• [ASSIGNMENT] Among the lines of data below, reproduce only those from the one with "middle tip: (409, 224)" through the one with "wrist: (906, 248)", exactly as they stand, both ends included.

━━━ GIVEN INFORMATION

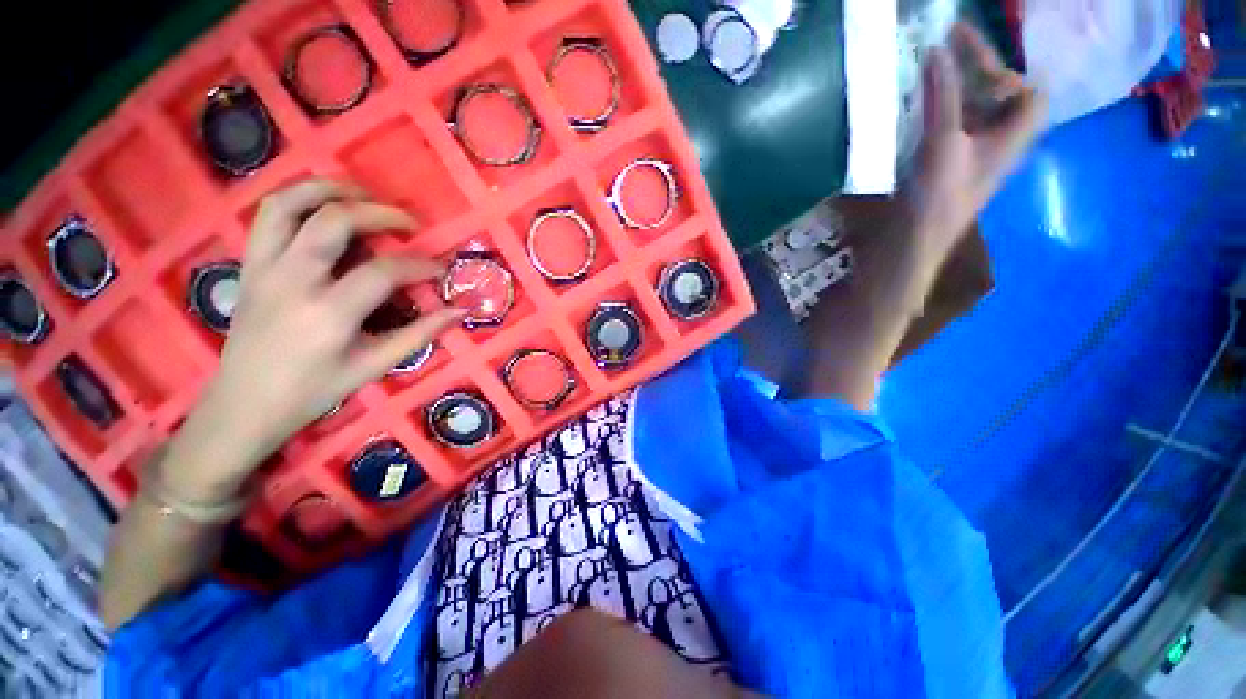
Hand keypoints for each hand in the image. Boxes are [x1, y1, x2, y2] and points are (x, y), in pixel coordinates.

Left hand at [161, 180, 463, 500]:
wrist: (243, 404)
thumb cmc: (314, 391)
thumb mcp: (374, 366)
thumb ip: (419, 334)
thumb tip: (459, 311)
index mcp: (328, 314)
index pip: (384, 272)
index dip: (420, 265)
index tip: (440, 268)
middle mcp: (292, 281)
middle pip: (335, 221)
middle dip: (381, 213)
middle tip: (409, 224)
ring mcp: (264, 268)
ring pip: (290, 203)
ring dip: (331, 190)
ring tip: (364, 197)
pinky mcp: (249, 264)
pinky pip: (268, 215)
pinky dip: (298, 198)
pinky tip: (324, 208)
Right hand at [906, 22, 1046, 262]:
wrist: (906, 248)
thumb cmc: (934, 200)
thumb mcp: (943, 144)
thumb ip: (942, 96)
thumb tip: (937, 49)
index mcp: (1010, 137)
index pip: (1031, 92)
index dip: (1007, 71)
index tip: (969, 61)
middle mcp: (994, 143)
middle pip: (998, 96)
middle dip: (975, 70)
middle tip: (942, 45)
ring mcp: (966, 156)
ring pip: (970, 110)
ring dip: (951, 88)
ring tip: (924, 70)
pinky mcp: (940, 168)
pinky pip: (946, 127)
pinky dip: (933, 110)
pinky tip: (912, 107)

━━━━━━

• [RESULT FOR THIS EXERCISE]
middle tip: (409, 224)
ring mcp: (264, 268)
ring pip: (290, 203)
ring dip: (331, 190)
ring tip: (364, 197)
pinky mcp: (249, 264)
pinky pip: (268, 215)
pinky dip: (298, 198)
pinky tip: (324, 208)
Right hand at [906, 22, 1046, 262]:
wrist: (906, 248)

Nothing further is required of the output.